- Task brief: Work out how many lines in the data below contain "Загородный", and state that count with nothing added.
Material for the task Block Start
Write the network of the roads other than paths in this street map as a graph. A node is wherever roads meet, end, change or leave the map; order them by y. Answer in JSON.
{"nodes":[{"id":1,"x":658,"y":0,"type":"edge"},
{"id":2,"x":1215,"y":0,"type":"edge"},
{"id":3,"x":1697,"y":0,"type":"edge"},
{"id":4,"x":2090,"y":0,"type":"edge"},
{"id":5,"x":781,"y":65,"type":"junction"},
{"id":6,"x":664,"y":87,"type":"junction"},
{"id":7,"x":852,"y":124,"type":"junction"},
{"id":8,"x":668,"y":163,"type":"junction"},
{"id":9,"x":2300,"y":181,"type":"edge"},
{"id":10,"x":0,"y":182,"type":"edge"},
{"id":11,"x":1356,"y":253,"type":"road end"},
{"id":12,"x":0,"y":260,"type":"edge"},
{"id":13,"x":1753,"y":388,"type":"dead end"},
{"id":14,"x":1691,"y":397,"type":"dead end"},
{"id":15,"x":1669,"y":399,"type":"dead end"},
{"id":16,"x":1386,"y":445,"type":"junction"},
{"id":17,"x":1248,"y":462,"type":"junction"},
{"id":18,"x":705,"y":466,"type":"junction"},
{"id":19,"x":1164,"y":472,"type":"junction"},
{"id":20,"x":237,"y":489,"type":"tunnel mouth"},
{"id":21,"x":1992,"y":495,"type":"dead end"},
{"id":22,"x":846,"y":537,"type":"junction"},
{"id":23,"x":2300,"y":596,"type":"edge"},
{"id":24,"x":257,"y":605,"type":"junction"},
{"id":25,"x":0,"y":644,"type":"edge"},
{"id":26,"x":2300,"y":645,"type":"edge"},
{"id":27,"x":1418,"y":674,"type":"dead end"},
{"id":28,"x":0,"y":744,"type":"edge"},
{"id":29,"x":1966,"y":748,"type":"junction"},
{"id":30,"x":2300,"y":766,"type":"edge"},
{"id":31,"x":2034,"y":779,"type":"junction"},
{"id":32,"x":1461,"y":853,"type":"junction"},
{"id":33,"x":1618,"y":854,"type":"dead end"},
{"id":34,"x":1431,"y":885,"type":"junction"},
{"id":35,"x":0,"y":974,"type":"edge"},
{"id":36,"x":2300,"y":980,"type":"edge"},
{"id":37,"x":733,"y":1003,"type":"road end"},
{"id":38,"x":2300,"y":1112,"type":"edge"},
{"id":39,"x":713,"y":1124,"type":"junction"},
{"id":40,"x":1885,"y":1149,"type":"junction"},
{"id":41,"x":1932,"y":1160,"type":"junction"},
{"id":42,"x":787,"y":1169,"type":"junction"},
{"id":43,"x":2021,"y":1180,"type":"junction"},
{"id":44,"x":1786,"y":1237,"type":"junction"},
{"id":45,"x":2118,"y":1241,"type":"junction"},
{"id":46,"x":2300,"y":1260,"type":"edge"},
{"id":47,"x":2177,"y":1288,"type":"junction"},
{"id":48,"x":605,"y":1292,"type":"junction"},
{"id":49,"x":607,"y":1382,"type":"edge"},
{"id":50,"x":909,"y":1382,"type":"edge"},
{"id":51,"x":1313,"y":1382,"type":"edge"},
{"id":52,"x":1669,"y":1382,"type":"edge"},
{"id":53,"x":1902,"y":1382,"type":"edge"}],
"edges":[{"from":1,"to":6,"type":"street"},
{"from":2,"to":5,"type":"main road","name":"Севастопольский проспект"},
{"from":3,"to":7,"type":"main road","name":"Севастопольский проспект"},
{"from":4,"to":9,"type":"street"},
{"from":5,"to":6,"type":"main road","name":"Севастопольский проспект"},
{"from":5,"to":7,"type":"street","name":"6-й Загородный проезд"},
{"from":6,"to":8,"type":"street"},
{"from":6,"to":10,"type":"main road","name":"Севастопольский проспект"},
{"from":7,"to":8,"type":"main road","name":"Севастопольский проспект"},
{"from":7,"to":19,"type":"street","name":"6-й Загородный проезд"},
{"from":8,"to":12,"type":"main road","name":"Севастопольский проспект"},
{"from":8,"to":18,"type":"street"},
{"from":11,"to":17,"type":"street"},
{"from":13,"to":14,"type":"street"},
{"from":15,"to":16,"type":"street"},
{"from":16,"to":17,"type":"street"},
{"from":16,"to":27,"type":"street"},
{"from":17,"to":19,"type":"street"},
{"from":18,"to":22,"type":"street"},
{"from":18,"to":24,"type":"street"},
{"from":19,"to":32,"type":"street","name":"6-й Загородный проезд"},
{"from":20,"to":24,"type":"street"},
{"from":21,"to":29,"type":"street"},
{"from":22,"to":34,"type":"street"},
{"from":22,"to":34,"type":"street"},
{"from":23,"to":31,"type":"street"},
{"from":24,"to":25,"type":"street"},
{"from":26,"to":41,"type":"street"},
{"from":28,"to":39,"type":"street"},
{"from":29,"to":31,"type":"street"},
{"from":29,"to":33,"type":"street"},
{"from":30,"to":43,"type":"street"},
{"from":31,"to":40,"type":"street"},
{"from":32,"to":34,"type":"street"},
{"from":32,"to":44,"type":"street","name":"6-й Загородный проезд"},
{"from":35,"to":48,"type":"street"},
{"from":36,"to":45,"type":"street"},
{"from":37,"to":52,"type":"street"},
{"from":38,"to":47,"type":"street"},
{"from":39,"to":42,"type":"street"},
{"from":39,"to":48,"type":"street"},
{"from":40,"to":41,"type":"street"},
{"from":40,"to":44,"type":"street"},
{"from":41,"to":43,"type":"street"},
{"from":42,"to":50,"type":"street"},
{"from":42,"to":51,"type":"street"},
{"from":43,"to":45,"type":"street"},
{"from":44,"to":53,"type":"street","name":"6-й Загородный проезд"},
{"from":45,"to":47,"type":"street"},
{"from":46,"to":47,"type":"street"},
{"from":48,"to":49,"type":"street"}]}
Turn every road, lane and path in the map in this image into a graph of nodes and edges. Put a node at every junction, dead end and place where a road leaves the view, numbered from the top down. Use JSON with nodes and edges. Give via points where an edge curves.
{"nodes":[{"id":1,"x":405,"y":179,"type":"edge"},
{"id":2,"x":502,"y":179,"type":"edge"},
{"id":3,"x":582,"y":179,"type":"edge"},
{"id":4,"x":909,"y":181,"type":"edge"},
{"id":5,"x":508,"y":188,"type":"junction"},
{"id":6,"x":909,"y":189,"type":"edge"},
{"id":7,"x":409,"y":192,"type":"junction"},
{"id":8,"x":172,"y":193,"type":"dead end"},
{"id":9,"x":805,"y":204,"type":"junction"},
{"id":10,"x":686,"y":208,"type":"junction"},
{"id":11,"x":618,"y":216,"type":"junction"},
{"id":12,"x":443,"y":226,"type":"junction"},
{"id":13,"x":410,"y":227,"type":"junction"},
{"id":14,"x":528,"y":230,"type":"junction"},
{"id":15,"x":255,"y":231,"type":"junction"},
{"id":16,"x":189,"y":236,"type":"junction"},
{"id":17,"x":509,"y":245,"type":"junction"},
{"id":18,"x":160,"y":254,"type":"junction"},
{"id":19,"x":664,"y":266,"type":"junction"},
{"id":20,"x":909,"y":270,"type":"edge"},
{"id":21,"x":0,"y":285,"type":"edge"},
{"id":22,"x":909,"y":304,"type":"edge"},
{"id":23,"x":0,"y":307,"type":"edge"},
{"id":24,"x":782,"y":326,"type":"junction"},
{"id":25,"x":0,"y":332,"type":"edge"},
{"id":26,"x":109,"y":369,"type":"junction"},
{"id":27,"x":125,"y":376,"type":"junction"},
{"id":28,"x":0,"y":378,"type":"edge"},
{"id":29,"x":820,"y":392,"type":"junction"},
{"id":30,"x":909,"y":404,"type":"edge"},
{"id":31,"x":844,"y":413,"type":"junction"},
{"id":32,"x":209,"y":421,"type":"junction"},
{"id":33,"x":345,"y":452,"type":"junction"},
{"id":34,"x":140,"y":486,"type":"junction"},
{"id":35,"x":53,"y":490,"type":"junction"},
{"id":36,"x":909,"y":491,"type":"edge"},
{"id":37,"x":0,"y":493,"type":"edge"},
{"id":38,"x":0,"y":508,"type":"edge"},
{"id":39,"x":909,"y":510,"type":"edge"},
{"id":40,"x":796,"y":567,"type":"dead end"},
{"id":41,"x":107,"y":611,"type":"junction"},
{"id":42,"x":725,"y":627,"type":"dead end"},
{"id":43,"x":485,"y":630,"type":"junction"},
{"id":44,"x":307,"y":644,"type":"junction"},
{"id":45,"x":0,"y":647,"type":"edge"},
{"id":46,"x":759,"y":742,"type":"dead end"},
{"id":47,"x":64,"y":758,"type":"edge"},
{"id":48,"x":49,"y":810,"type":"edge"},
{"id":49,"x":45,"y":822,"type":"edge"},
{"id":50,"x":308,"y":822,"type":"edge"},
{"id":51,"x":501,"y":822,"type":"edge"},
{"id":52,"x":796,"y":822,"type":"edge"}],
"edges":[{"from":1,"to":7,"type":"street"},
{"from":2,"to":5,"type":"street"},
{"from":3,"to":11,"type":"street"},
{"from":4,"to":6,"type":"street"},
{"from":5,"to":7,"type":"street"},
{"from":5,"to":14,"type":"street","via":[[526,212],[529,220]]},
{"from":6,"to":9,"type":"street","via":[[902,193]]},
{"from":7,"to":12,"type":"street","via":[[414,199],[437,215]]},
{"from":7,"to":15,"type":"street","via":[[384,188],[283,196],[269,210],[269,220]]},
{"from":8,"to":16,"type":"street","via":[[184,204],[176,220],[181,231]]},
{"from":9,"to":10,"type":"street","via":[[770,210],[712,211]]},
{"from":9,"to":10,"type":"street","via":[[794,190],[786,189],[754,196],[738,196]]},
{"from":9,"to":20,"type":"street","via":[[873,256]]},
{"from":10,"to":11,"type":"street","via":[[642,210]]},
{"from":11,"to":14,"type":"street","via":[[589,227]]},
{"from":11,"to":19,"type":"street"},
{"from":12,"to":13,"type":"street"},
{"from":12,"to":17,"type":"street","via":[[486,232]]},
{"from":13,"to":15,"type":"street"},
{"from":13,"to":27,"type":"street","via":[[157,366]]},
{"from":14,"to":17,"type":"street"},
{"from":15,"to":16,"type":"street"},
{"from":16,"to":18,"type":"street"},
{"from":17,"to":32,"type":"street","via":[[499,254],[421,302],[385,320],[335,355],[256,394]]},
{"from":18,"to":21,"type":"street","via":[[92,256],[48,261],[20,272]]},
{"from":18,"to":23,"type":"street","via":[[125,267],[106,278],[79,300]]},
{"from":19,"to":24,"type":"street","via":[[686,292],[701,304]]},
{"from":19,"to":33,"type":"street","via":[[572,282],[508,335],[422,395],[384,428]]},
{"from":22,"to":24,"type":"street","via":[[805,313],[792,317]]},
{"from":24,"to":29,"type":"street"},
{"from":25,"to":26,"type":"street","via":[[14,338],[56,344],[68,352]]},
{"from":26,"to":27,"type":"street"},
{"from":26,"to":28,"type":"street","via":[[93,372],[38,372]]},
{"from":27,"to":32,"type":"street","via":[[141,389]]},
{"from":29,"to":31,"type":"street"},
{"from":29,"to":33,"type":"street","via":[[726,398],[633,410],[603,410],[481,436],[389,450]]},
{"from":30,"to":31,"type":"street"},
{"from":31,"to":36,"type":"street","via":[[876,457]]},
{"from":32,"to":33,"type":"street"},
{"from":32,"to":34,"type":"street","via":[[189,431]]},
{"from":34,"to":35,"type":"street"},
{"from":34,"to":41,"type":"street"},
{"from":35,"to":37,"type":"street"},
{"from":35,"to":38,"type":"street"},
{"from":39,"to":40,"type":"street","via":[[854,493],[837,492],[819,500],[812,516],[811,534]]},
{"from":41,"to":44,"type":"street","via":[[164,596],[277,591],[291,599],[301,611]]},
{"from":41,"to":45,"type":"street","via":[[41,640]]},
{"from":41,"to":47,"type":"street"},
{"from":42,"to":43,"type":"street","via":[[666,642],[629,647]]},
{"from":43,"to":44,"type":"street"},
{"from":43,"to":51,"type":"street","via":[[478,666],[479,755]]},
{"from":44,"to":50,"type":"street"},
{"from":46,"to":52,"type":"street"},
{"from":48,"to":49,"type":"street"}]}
Material for the task Block End
- Answer box: 5